_Given data_:
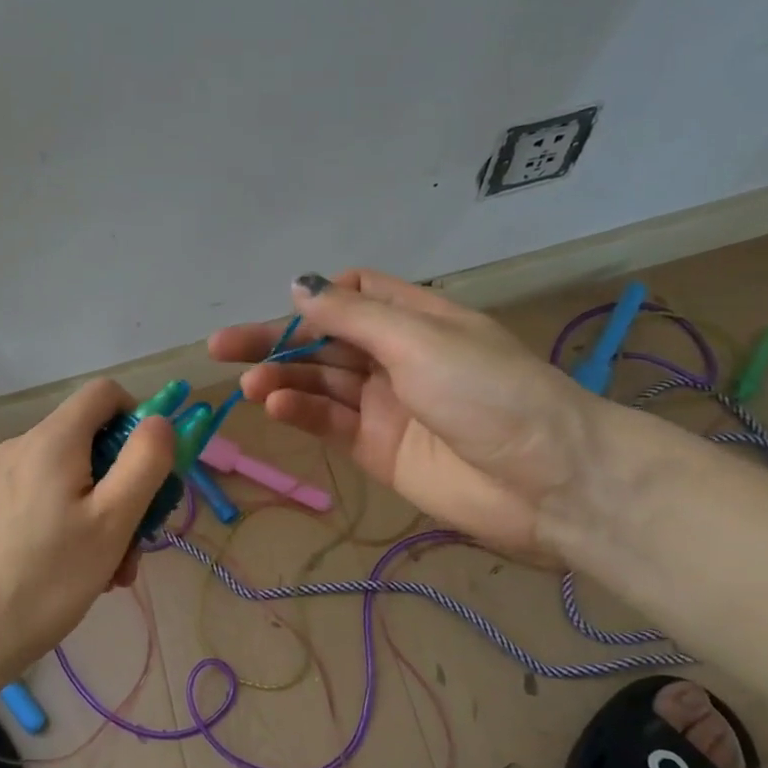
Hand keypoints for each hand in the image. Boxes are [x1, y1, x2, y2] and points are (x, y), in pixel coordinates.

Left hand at [0, 378, 176, 669]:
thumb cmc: (47, 577)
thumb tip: (160, 421)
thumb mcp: (113, 520)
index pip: (106, 393)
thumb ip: (145, 462)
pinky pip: (50, 498)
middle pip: (93, 440)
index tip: (151, 473)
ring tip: (112, 571)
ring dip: (105, 514)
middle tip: (137, 540)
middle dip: (127, 484)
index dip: (139, 420)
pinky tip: (81, 574)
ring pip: (75, 476)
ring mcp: (4, 478)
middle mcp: (24, 446)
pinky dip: (76, 524)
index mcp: (53, 439)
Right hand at [208, 270, 603, 565]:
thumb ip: (352, 315)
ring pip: (320, 383)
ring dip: (282, 379)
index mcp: (417, 319)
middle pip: (325, 341)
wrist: (547, 481)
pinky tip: (274, 404)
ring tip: (248, 385)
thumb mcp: (419, 340)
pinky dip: (300, 412)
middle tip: (221, 347)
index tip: (289, 305)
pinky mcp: (376, 449)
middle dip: (276, 341)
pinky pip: (329, 422)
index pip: (357, 294)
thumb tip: (298, 286)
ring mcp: (384, 406)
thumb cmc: (488, 391)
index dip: (320, 297)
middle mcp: (397, 358)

_Action item_: Omitting the images, output each record precisely as written.

_Task result_:
Hand keypoints for each hand in the image. Boxes are [x1, y1, x2, y2] and points are (x, y), in pixel coordinates.

Left hand at [0, 378, 176, 669]:
thumb cmc: (47, 577)
thumb tip: (160, 421)
thumb mcp: (113, 520)
index pip: (106, 393)
thumb ip: (145, 462)
pinky pip: (50, 498)
middle pip: (93, 440)
index tip: (151, 473)
ring tip: (112, 571)
ring dip: (105, 514)
middle tip: (137, 540)
middle dip: (127, 484)
index dip: (139, 420)
pinky tip: (81, 574)
ring pip: (75, 476)
ring mcp: (4, 478)
middle mcp: (24, 446)
pinky dip: (76, 524)
index mcp: (53, 439)
Right hand at [208, 270, 603, 565]:
thumb ip: (352, 315)
ring pip: (320, 383)
ring dip: (282, 379)
index mcp: (417, 319)
middle pip: (325, 341)
wrist: (547, 481)
pinky tip: (274, 404)
ring tip: (248, 385)
thumb mcp: (419, 340)
pinky dip: (300, 412)
middle tip: (221, 347)
index tip: (289, 305)
pinky mcp: (376, 449)
middle dip: (276, 341)
pinky pip: (329, 422)
index pip: (357, 294)
thumb tip: (298, 286)
ring mcp: (384, 406)
thumb cmc: (488, 391)
index dip: (320, 297)
middle mcp: (397, 358)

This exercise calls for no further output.